Formal administration is the typical route – the one in the films, with the appointment of the executor (Florida changed this term to “personal representative,” so I have to type more and sound more pedestrian), the marshalling of assets, probate of the will (which just means the judge admits it to the official record book – there’s no theatrical “reading,” which is a shame, really), and then distribution and winding up of the estate.

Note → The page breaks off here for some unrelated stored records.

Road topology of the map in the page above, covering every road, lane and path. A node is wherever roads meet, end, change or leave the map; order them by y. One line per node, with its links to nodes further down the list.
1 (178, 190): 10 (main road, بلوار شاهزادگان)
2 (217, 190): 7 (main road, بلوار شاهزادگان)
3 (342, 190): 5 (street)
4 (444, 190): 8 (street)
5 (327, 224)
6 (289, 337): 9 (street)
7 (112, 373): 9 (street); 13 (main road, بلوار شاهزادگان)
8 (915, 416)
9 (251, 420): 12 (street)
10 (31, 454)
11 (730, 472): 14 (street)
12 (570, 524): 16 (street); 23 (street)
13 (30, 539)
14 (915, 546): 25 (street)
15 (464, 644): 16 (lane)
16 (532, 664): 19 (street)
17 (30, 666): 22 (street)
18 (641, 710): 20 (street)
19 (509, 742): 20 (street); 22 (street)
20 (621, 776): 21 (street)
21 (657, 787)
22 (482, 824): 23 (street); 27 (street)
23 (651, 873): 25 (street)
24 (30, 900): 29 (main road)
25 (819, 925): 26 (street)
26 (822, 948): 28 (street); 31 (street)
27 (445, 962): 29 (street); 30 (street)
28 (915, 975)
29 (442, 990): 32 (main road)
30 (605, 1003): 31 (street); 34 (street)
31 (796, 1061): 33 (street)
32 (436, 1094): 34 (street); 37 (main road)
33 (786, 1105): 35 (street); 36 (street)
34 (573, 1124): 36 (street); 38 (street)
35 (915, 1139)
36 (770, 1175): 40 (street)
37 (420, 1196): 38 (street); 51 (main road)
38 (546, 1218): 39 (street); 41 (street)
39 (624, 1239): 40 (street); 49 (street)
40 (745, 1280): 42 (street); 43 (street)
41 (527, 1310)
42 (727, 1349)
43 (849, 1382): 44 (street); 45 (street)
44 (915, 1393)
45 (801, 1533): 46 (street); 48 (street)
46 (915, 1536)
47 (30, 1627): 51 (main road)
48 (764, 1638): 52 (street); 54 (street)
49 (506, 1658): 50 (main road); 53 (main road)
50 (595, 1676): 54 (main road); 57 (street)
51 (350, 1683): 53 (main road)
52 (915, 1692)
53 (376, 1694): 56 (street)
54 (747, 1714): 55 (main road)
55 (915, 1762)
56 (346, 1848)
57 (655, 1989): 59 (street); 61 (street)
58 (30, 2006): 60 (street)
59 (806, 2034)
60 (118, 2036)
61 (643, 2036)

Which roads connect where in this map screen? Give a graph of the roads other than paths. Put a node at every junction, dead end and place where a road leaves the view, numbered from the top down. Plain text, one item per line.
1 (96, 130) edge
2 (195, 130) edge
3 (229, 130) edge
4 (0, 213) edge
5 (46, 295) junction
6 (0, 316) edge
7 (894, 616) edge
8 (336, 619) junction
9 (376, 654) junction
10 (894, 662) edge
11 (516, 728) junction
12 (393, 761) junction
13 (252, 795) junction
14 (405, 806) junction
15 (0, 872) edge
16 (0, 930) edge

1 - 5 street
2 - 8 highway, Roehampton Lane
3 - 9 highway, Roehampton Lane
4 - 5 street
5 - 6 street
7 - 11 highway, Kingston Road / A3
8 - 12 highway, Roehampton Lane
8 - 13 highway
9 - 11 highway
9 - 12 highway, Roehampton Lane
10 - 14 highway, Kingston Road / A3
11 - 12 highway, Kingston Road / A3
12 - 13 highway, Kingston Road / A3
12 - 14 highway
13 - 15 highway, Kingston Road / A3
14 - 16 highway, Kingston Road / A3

Formal probate is the better course in complicated estates, where real property exists in multiple counties or states (or countries), where litigation is expected either within the estate (beneficiary-initiated) or on behalf of the decedent (e.g., wrongful death suits, or continuation of civil suits initiated by the decedent prior to death). Florida’s probate system is very well organized and efficient, and not nearly as costly as the trust peddlers would have folks believe. Benefits include the foreclosure of creditor claims, the proper passing of real property title, and the settlement of disputes among beneficiaries or heirs (testate estates, where valid wills exist, have beneficiaries; intestate estates have heirs, whose shares and entitlement is determined according to the Florida Probate Code).
Often, no probate is required upon the passing of the first partner of a married couple, as long as the assets (home, bank accounts) have been titled jointly – as tenants by the entirety or as joint tenants with right of survival – or pay/ transfer on death titles.